Reviewed by Jeffrey Bell, Southeastern Louisiana University

2017.11.01


Paul Livingston draws from an impressive array of philosophical work to address his 'central problem,' which is, as he states it, 'that of the relationship of thought to time, whereby both being and becoming are to be thought and understood within the life of a being that is itself temporally situated' (xi). Although this book can be read as a book on Heidegger, for Heidegger's work looms largest in Livingston's approach to tackling his central problem, it is also a book that demonstrates the centrality of its concerns to both the analytic and continental traditions in philosophy. Livingston draws freely and liberally from Frege, Davidson, Dummett, Wittgenstein, and importantly and strategically from Cantor and Gödel. What Livingston offers us, therefore, is an example of the pluralistic philosophy he has called for in his other works.

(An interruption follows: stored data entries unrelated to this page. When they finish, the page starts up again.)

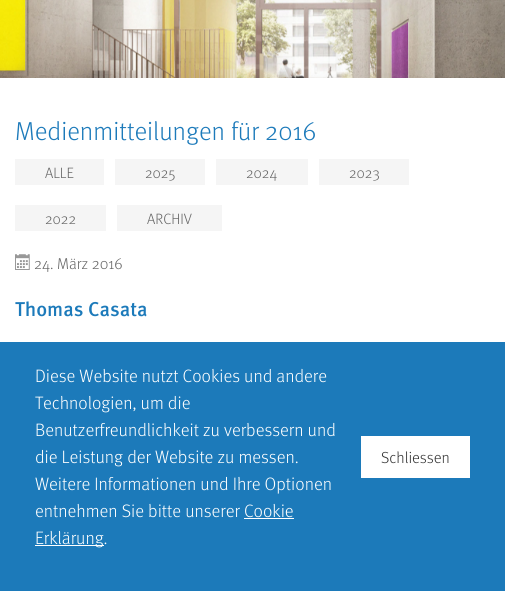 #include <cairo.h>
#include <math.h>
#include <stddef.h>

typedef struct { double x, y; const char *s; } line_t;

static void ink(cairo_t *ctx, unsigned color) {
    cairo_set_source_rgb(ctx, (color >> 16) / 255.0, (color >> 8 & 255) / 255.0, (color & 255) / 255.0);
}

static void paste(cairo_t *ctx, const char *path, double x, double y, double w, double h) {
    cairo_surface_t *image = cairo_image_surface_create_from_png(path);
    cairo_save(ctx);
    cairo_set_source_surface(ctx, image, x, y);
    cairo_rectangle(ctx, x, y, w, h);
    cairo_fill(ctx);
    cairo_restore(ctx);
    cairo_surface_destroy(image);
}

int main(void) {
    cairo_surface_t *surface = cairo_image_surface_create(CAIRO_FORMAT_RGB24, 505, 591);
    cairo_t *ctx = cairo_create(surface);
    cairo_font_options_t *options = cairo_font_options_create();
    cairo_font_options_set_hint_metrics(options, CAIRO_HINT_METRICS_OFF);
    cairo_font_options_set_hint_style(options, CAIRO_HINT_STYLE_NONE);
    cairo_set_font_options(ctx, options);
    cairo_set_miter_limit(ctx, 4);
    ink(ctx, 0xFFFFFF);
    cairo_paint(ctx);
    paste(ctx, "media/1.png", 0, 0, 505, 78);
    cairo_select_font_face(ctx, "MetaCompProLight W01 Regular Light", CAIRO_FONT_SLANT_NORMAL, CAIRO_FONT_WEIGHT_NORMAL);
    cairo_set_font_size(ctx, 26);
    ink(ctx, 0x1C7ABA);
    cairo_move_to(ctx, 15, 140);
    cairo_show_text(ctx, "Medienmitteilungen für 2016");
    ink(ctx, 0xF5F5F5);
    cairo_rectangle(ctx, 15, 159, 89, 26);
    cairo_fill(ctx);
    cairo_set_font_size(ctx, 15);
    ink(ctx, 0x656565);
    cairo_move_to(ctx, 45, 178);
    cairo_show_text(ctx, "ALLE");
    ink(ctx, 0xF5F5F5);
    cairo_rectangle(ctx, 115, 159, 90, 26);
    cairo_fill(ctx);
    ink(ctx, 0x656565);
    cairo_move_to(ctx, 145, 178);
    cairo_show_text(ctx, "2025");
    ink(ctx, 0xF5F5F5);
    cairo_rectangle(ctx, 216, 159, 92, 26);
    cairo_fill(ctx);
    ink(ctx, 0x656565);
    cairo_move_to(ctx, 246, 178);
    cairo_show_text(ctx, "2024");
    ink(ctx, 0xF5F5F5);
    cairo_rectangle(ctx, 319, 159, 90, 26);
    cairo_fill(ctx);
    ink(ctx, 0x656565);
    cairo_move_to(ctx, 349, 178);
    cairo_show_text(ctx, "2023");
    ink(ctx, 0xF5F5F5);
    cairo_rectangle(ctx, 15, 205, 91, 26);
    cairo_fill(ctx);
    ink(ctx, 0x656565);
    cairo_move_to(ctx, 45, 224);
    cairo_show_text(ctx, "2022");
    ink(ctx, 0xF5F5F5);
    cairo_rectangle(ctx, 117, 205, 105, 26);
    cairo_fill(ctx);
    ink(ctx, 0x656565);
    cairo_move_to(ctx, 147, 224);
    cairo_show_text(ctx, "ARCHIV");
    paste(ctx, "media/2.png", 15, 254, 15, 16);
    cairo_set_font_size(ctx, 15.75);
    cairo_move_to(ctx, 34, 269);
    cairo_show_text(ctx, "24. März 2016");
    cairo_select_font_face(ctx, "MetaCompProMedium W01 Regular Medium", CAIRO_FONT_SLANT_NORMAL, CAIRO_FONT_WEIGHT_NORMAL);
    cairo_set_font_size(ctx, 20);
    ink(ctx, 0x1C7ABA);
    cairo_move_to(ctx, 15, 316);
    cairo_show_text(ctx, "Thomas Casata");
    cairo_rectangle(ctx, 0, 342, 505, 249);
    cairo_fill(ctx);
    cairo_select_font_face(ctx, "MetaCompProLight W01 Regular Light", CAIRO_FONT_SLANT_NORMAL, CAIRO_FONT_WEIGHT_NORMAL);
    cairo_set_font_size(ctx, 18);
    ink(ctx, 0xFFFFFF);
    {
        static const line_t items[] = {
            {35, 382, "Diese Website nutzt Cookies und andere"},
            {35, 409, "Technologien, um die"},
            {35, 436, "Benutzerfreundlichkeit zu verbessern und"},
            {35, 463, "die Leistung der Website zu messen."},
            {35, 490, "Weitere Informationen und Ihre Optionen"},
            {35, 517, "entnehmen Sie bitte unserer Cookie"},
        };
        for (size_t i = 0; i < sizeof items / sizeof *items; i++) {
            cairo_move_to(ctx, items[i].x, items[i].y);
            cairo_show_text(ctx, items[i].s);
        }
    }
    cairo_rectangle(ctx, 35, 545, 69, 1);
    cairo_fill(ctx);
    cairo_move_to(ctx, 35, 544);
    cairo_show_text(ctx, "Erklärung.");
    cairo_rectangle(ctx, 244, 518, 50, 1);
    cairo_fill(ctx);
    cairo_rectangle(ctx, 361, 436, 109, 42);
    cairo_fill(ctx);
    cairo_set_font_size(ctx, 16);
    ink(ctx, 0x333333);
    cairo_move_to(ctx, 381, 463);
    cairo_show_text(ctx, "Schliessen");
    cairo_surface_write_to_png(surface, "image.png");
    cairo_font_options_destroy(options);
    cairo_destroy(ctx);
    cairo_surface_destroy(surface);
    return 0;
} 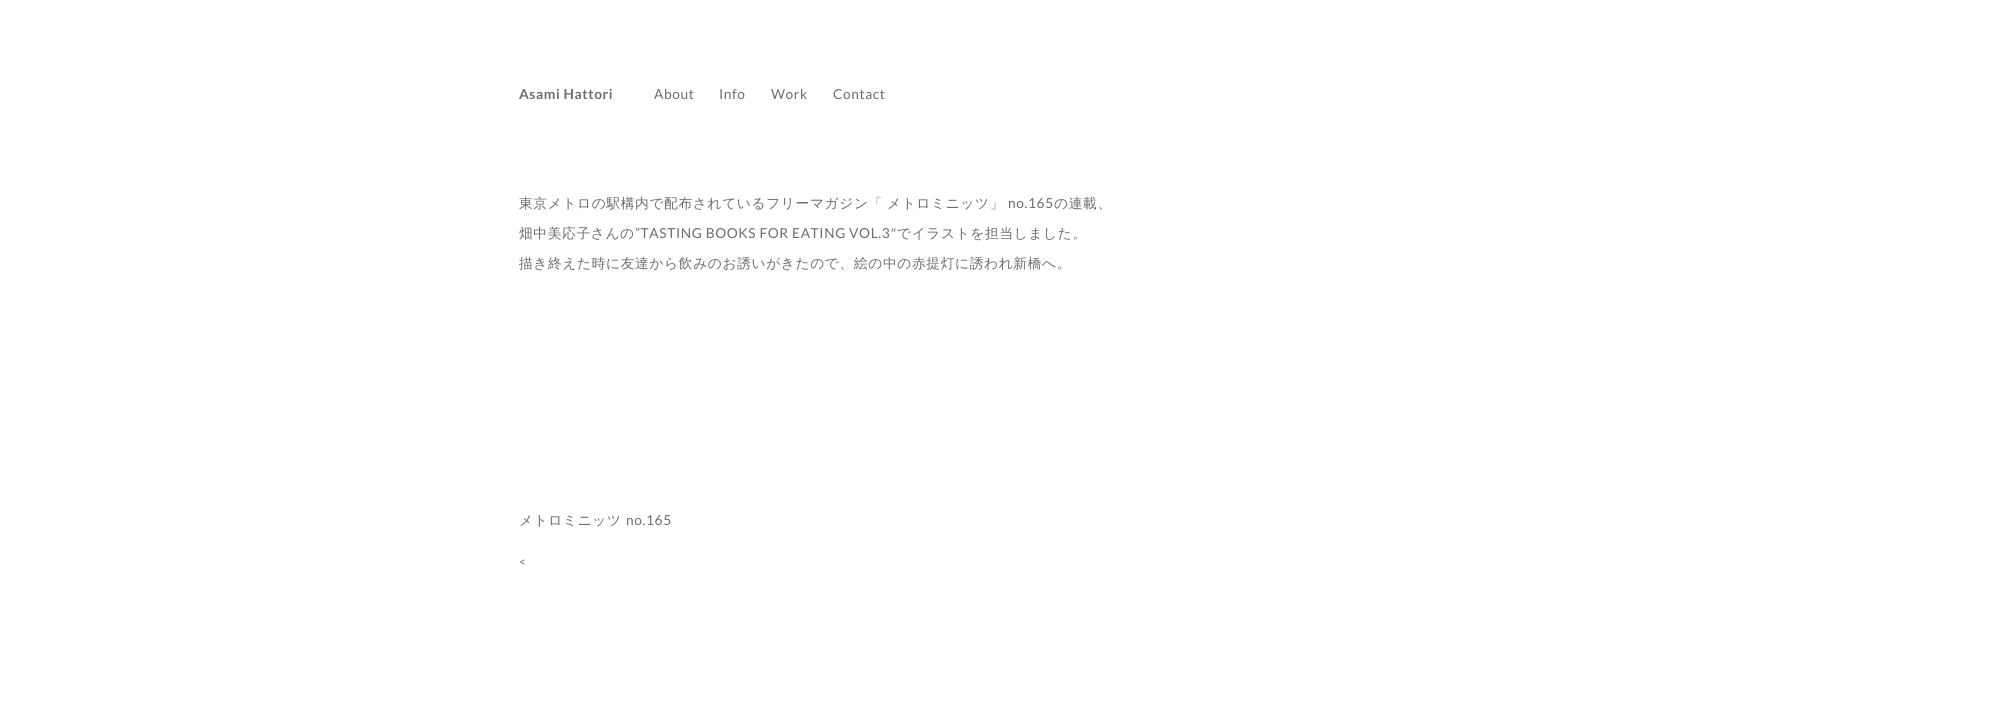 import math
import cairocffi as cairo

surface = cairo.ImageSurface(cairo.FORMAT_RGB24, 2001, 726)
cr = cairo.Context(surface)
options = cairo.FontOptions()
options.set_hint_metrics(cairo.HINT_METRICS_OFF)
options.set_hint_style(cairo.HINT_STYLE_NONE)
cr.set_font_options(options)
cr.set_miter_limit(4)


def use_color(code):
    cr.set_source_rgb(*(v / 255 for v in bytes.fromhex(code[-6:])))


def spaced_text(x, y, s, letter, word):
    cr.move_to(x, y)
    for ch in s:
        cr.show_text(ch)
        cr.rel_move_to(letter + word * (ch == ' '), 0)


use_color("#ffffff")
cr.paint()
cr.select_font_face("Lato", cairo.FONT_SLANT_NORMAL, cairo.FONT_WEIGHT_BOLD)
cr.set_font_size(13.75)
use_color("#6d6d6d")
spaced_text(519, 99, "Asami Hattori", 0.6, 0)
cr.select_font_face("Lato")
spaced_text(654, 99, "About", 0.6, 0)
spaced_text(719, 99, "Info", 0.6, 0)
spaced_text(771, 99, "Work", 0.6, 0)
spaced_text(833, 99, "Contact", 0.6, 0)
cr.select_font_face("WenQuanYi Zen Hei Medium")
spaced_text(519, 208, "東京メトロの駅構内で配布されているフリーマガジン「", 0.6, 0)
spaced_text(887, 208, "メトロミニッツ」", 0.6, 0)
cr.select_font_face("Lato")
spaced_text(1008, 208, "no.165", 0.6, 0)
cr.select_font_face("WenQuanYi Zen Hei Medium")
spaced_text(1054, 208, "の連載、", 0.6, 0)
spaced_text(519, 238, "畑中美応子さんの", 0.6, 0)
cr.select_font_face("Lato")
spaced_text(635, 238, "”TASTING BOOKS FOR EATING VOL.3", 0.6, 0)
cr.select_font_face("Liberation Sans")
spaced_text(891, 238, "″", 0.6, 0)
cr.select_font_face("WenQuanYi Zen Hei Medium")
spaced_text(897, 238, "でイラストを担当しました。", 0.6, 0)
spaced_text(519, 268, "描き終えた時に友達から飲みのお誘いがきたので、絵の中の赤提灯に誘われ新橋へ。", 0.6, 0)
spaced_text(519, 525, "メトロミニッツ", 0.6, 0)
cr.select_font_face("Lato")
spaced_text(626, 525, "no.165", 0.6, 0)
cr.set_font_size(12)
spaced_text(519, 566, "<", 0.6, 0)
surface.write_to_png("result.png")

Livingston sets the stage for his discussions with Plato's Sophist, and in particular with the Visitor's suggested solution to the problem of how to resolve the difficulties associated with accounting for how we are able to reconcile thought with a reality that is (or appears to be) changing all the time. In response to the Parmenidean claim that it is impossible to speak or know about change, since this would entail speaking about something that is not, the Visitor suggests employing what Livingston refers to as 'a superior logical-syntactical grammar of essential types,' which makes knowledge possible as the types being, rest, and change 'enter into differential logical or conceptual relationships with one another in the medium of the soul' (7). Therefore, in order to reconcile the nature of a thought that involves stable, timeless categories and the temporal, changing world, including the situated subject who thinks and knows this world, the Visitor proposes a deep 'logical-syntactical grammar' of essential types as the condition that makes the relationship between the knowing subject and the world possible. It is this grammar that will become crucial, Livingston argues, to understanding the developments of twentieth century philosophy; and it is, in particular, Heidegger's logic or grammar of being, coupled with a post-Cantorian dialetheism that Livingston develops in later chapters, that provides what Livingston argues is the most fully developed response to the problem of the 'relationship of thought to time.'

As Livingston turns to Heidegger, a key focus is what he sees as Heidegger's 'concern with the question of the source and provenance of categories in relation to the psychology and phenomenology of the thinking subject' (36). What Heidegger is careful to avoid in addressing this question is a psychologistic reduction of categories to psychological processes. This was the Visitor of the Sophist's solution, and Heidegger sought to avoid a psychologistic account, following in the footsteps of Husserl (Heidegger's teacher) and Frege. An adequate logic of being should not presuppose a being -- the psychological subject -- that remains unaccounted for. It is for this reason that Livingston stresses a reading of Heidegger's conception of being (presencing) as intensional. For as with Frege's theory of sense, whereby sense consists of being an intensional entity that is neither the object signified nor the utterance or psychological processes associated with the utterance, so too for Heidegger, on Livingston's reading, the presencing of being is neither to be confused with beings, nor is it reducible to the psychological processes of a subject -- yet another being. Although seeking to avoid psychologism, Heidegger was nonetheless committed to understanding the manner in which the theoretical (our use of categories) is already 'given in pretheoretical experience and in the kind of availability of objects that is displayed in ordinary, nontheoretical life' (37).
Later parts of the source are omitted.